- Father: Uddalaka Aruni

= Śvetaketu =

Upanishadic sage

Svetaketu, also spelt Shvetaketu, was a sage mentioned in the Chandogya Upanishad. He was the son of the sage Uddalaka, whose real name was Aruni, and represents the pursuit of knowledge.

In the Mahabharata, Svetaketu is credited for creating the practice of the "wife being loyal to one husband for life" after observing a brahmana catching his mother's hand in front of his father. (Note: kruddham tam tu pita drstva svetaketum uvaca ha; mã tãta kopam kãrsis tvam esa dharmah sanātanah

Mahabharata Book 1 Adi Parva: Section 122 (Sambhava Parva),-Pandu narrating to Kunti:
"It hath been heard by us that there was a great Rishi of the name of Uddalaka, who had a son named Swetaketu who also was an ascetic of merit. O thou of eyes like lotus-petals, the present virtuous practice hath been established by that Swetaketu from anger. Hear thou the reason. One day, in the presence of Swetaketu's father a Brahmana came and catching Swetaketu's mother by the hand, told her, 'Let us go.' Beholding his mother seized by the hand and taken away apparently by force, the son was greatly moved by wrath.
Seeing his son indignant, Uddalaka addressed him and said, 'Be not angry. O son! This is the practice sanctioned by antiquity")
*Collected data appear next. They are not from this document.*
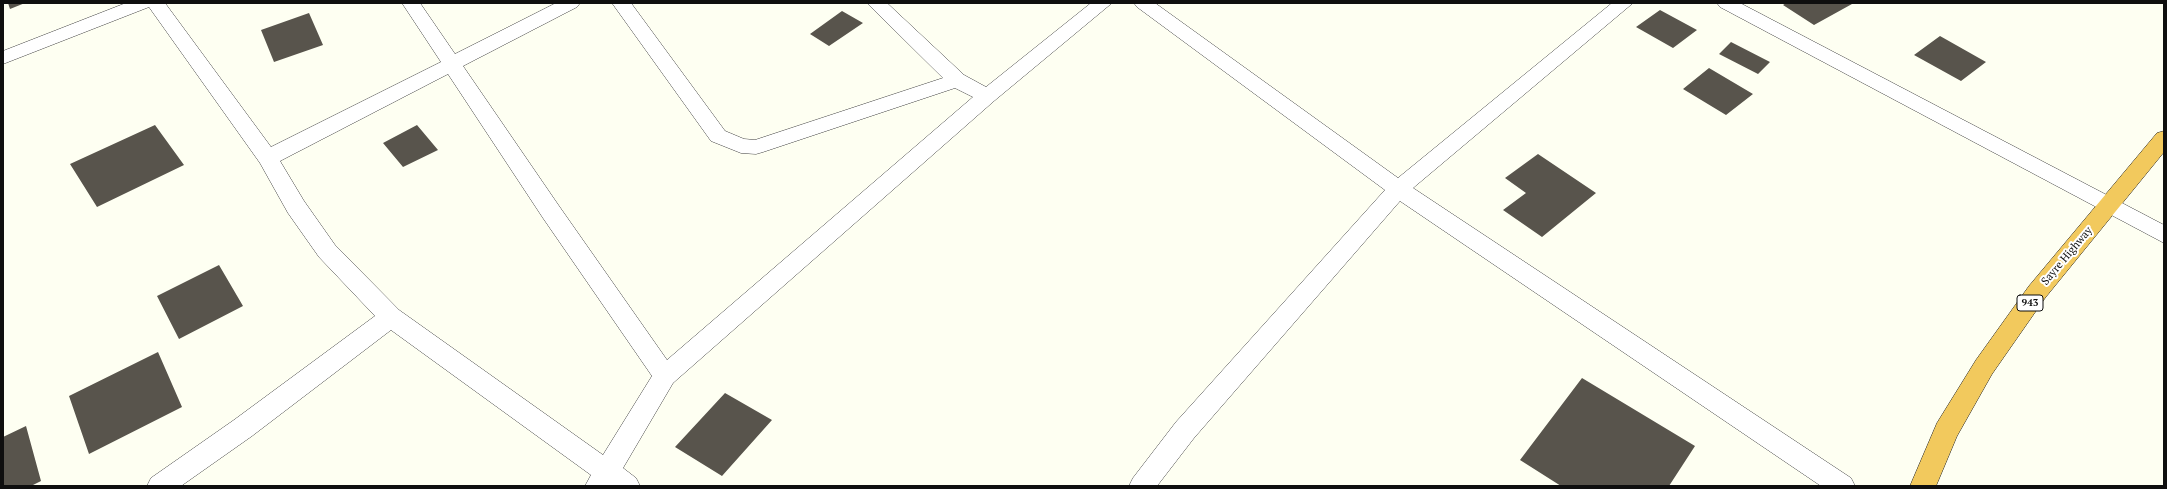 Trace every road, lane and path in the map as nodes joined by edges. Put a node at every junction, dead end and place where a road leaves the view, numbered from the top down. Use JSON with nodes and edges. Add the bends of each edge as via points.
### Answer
{"nodes":[{"id":1,"x":143,"y":3,"type":"edge"},
{"id":2,"x":155,"y":3,"type":"edge"},
{"id":3,"x":411,"y":3,"type":"edge"},
{"id":4,"x":571,"y":3,"type":"edge"},
{"id":5,"x":621,"y":3,"type":"edge"},
{"id":6,"x":876,"y":3,"type":"edge"},
{"id":7,"x":1103,"y":3,"type":"edge"},
{"id":8,"x":1143,"y":3,"type":"edge"},
{"id":9,"x":1624,"y":3,"type":"edge"},
{"id":10,"x":1726,"y":3,"type":"edge"},
{"id":11,"x":3,"y":58,"type":"edge"},
{"id":12,"x":451,"y":64,"type":"junction"},
{"id":13,"x":957,"y":80,"type":"junction"},
{"id":14,"x":987,"y":96,"type":"junction"},
{"id":15,"x":2164,"y":138,"type":"edge"},
{"id":16,"x":268,"y":158,"type":"junction"},
{"id":17,"x":1398,"y":189,"type":"junction"},
{"id":18,"x":2108,"y":206,"type":"junction"},
{"id":19,"x":2164,"y":235,"type":"edge"},
{"id":20,"x":391,"y":317,"type":"junction"},
{"id":21,"x":665,"y":376,"type":"junction"},
{"id":22,"x":603,"y":479,"type":"edge"},
{"id":23,"x":160,"y":486,"type":"edge"},
{"id":24,"x":627,"y":486,"type":"edge"},
{"id":25,"x":1142,"y":486,"type":"edge"},
{"id":26,"x":1842,"y":486,"type":"edge"},
{"id":27,"x":1923,"y":486,"type":"edge"}],
"edges":[{"from":1,"to":11,"type":"street"},
{"from":2,"to":16,"type":"street"},
{"from":3,"to":12,"type":"street"},
{"from":4,"to":12,"type":"street"},
{"from":5,"to":13,"type":"street","via":[[718,136],[741,146],[756,147]]},
{"from":6,"to":13,"type":"street"},
{"from":7,"to":14,"type":"street"},
{"from":8,"to":17,"type":"street"},
{"from":9,"to":17,"type":"street"},
{"from":10,"to":18,"type":"street"},
{"from":12,"to":16,"type":"street"},
{"from":12,"to":21,"type":"street"},
{"from":13,"to":14,"type":"street"},
{"from":14,"to":21,"type":"street"},
{"from":15,"to":18,"type":"highway","name":"Sayre Highway","number":"943"},
{"from":16,"to":20,"type":"street","via":[[296,206],[327,251]]},
{"from":17,"to":25,"type":"street","via":[[1185,430]]},
{"from":17,"to":26,"type":"street"},
{"from":18,"to":19,"type":"street"},
{"from":18,"to":27,"type":"highway","name":"Sayre Highway","number":"943","via":[[2037,292],[1984,367],[1946,431]]},
{"from":20,"to":22,"type":"street"},
{"from":20,"to":23,"type":"street","via":[[243,428]]},
{"from":21,"to":22,"type":"street"},
{"from":22,"to":24,"type":"street"}]}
The case of Svetaketu appears in three principal (mukhya) Upanishads, namely, the Brhadaranyaka Upanishad S. 6.2.1 to 6.2.8, Chandogya Upanishad S.5.3 and in the Kausitaki S.1. Svetaketu is the recipient of the knowledge enshrined in the mahavakya which appears in the sixteen chapters of the 6th section (Prapathaka) of the Chandogya Upanishad.

== First Reincarnation Story ==
Svetaketu's story in the Chandogya Upanishad is the first time that reincarnation is mentioned in the Vedas and perhaps in all of the known writings in human history. In the story, Svetaketu returns home from studying and his childhood friends ask him what he learned about the afterlife, to which he replies it was not part of his curriculum. They ask Svetaketu's father and he also does not know, so they ask the king, who claims to have known all along and explained the concept of reincarnation. He adds that it is a common belief among the Kshatriya (warrior and administrative class) and from this belief, they draw their power (courage in battle).